Only the lines from the line containing "Build a routing" to the end of the records, both included, belong in the answer, copied exactly.

Exercise materials
»»

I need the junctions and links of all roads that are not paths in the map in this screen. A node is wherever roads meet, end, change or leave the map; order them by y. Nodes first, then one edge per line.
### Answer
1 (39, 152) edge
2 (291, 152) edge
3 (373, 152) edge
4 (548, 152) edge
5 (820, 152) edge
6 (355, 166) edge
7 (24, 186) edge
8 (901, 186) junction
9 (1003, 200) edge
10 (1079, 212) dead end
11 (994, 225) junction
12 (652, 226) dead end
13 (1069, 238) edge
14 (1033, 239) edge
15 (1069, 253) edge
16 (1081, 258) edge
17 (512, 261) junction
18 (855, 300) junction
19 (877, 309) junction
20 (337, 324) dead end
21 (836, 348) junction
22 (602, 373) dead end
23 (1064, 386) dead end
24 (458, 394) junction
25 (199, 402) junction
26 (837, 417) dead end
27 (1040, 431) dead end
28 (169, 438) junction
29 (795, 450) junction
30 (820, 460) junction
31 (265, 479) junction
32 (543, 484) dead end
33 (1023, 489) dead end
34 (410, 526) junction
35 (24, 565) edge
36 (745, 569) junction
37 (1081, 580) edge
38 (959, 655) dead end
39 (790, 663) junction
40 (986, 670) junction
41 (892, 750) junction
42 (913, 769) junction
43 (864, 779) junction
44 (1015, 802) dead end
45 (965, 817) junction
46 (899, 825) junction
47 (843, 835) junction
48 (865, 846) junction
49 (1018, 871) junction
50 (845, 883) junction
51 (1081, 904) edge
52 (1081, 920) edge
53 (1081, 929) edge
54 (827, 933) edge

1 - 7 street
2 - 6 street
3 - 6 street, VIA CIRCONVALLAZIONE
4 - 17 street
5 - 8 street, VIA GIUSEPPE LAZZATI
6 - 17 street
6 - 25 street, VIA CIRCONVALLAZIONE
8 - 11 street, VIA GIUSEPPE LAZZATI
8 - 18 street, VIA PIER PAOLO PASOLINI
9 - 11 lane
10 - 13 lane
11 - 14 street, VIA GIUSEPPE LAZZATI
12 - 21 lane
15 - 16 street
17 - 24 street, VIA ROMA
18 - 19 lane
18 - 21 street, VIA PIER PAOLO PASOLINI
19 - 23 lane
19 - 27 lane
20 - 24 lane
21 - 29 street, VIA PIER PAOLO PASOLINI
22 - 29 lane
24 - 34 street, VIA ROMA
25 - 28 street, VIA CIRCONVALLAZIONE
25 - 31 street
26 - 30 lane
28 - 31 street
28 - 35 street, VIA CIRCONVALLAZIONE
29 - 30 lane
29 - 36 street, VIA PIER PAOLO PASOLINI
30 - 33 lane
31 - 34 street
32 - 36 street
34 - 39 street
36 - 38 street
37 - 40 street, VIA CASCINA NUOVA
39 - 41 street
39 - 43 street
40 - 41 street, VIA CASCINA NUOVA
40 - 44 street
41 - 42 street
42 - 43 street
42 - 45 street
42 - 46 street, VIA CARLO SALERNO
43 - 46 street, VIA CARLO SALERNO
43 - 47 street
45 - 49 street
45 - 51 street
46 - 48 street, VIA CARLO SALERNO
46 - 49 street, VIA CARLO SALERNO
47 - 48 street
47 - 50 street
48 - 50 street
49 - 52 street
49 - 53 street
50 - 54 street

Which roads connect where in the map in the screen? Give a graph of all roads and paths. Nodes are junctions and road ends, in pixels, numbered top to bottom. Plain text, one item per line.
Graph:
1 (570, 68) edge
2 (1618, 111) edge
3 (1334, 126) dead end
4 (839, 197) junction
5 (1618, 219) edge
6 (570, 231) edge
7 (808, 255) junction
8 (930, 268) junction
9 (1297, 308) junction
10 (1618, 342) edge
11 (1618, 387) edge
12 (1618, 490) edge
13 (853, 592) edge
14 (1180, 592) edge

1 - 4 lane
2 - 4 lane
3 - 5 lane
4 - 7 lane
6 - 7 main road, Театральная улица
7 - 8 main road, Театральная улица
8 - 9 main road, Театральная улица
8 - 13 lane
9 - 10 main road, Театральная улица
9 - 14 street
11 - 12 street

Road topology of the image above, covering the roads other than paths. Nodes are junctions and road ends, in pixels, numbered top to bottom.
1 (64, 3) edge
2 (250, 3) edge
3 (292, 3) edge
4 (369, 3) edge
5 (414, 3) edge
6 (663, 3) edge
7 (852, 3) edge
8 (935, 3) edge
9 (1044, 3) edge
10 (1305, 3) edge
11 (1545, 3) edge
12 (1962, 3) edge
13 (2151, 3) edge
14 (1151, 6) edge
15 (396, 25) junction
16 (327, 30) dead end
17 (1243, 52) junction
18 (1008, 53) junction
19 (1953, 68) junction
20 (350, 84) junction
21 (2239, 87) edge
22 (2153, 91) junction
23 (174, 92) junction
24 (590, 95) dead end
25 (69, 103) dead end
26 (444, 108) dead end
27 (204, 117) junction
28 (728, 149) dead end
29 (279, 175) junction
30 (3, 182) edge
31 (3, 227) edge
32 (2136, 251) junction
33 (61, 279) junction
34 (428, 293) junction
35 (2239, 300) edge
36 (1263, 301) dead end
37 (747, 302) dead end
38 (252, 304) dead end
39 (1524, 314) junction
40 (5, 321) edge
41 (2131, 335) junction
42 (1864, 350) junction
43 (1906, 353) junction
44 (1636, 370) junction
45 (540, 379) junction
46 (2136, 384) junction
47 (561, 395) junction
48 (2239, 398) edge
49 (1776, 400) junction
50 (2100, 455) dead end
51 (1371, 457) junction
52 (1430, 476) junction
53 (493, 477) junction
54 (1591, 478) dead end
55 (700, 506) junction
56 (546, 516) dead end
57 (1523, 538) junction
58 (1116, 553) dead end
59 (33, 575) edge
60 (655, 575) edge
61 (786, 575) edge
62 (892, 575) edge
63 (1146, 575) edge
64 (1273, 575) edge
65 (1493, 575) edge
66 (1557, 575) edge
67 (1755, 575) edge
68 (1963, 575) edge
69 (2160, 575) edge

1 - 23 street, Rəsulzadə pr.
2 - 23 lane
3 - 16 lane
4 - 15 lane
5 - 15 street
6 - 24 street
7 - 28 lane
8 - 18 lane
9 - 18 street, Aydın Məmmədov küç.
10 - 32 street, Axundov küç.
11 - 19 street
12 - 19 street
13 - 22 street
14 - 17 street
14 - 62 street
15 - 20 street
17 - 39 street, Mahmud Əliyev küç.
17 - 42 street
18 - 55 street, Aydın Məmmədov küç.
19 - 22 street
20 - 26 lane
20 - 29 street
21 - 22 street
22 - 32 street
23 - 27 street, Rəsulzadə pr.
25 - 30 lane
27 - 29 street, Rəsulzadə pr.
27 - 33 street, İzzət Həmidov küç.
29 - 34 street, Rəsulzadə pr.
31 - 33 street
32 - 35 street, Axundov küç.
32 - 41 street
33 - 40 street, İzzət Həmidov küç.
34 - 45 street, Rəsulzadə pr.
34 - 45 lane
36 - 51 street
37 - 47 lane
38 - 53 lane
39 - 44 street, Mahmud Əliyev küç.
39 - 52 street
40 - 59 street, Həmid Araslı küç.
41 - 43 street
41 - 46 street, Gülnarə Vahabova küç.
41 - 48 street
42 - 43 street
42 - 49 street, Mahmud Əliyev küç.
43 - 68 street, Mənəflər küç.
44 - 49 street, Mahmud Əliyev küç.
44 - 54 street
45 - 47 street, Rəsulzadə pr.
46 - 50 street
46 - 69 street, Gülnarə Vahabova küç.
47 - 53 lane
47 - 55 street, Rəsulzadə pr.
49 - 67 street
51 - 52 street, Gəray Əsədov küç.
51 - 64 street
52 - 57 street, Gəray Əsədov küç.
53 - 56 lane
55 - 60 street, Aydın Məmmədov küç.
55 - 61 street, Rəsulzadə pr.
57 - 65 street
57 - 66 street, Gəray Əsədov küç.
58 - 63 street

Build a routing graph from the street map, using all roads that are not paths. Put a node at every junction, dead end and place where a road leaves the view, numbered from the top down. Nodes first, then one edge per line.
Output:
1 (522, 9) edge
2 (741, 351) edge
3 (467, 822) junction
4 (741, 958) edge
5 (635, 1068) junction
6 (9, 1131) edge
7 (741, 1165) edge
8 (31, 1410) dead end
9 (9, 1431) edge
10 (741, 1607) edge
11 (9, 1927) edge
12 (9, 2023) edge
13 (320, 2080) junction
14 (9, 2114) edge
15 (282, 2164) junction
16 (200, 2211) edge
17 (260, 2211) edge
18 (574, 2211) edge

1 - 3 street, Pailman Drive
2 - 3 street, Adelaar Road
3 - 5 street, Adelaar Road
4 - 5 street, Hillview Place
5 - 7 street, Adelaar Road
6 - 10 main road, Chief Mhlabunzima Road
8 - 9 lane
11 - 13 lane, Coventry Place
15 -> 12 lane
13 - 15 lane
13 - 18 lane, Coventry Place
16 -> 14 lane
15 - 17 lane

««

Your solution
Build a routing graph from the street map, using all roads that are not paths. Put a node at every junction, dead end and place where a road leaves the view, numbered from the top down. Nodes first, then one edge per line.
Output:
1 (522, 9) edge
2 (741, 351) edge
3 (467, 822) junction
4 (741, 958) edge
5 (635, 1068) junction
6 (9, 1131) edge
7 (741, 1165) edge
8 (31, 1410) dead end
9 (9, 1431) edge
10 (741, 1607) edge
11 (9, 1927) edge
12 (9, 2023) edge
13 (320, 2080) junction
14 (9, 2114) edge
15 (282, 2164) junction
16 (200, 2211) edge
17 (260, 2211) edge
18 (574, 2211) edge

1 - 3 street, Pailman Drive
2 - 3 street, Adelaar Road
3 - 5 street, Adelaar Road
4 - 5 street, Hillview Place
5 - 7 street, Adelaar Road
6 - 10 main road, Chief Mhlabunzima Road
8 - 9 lane
11 - 13 lane, Coventry Place
15 -> 12 lane
13 - 15 lane
13 - 18 lane, Coventry Place
16 -> 14 lane
15 - 17 lane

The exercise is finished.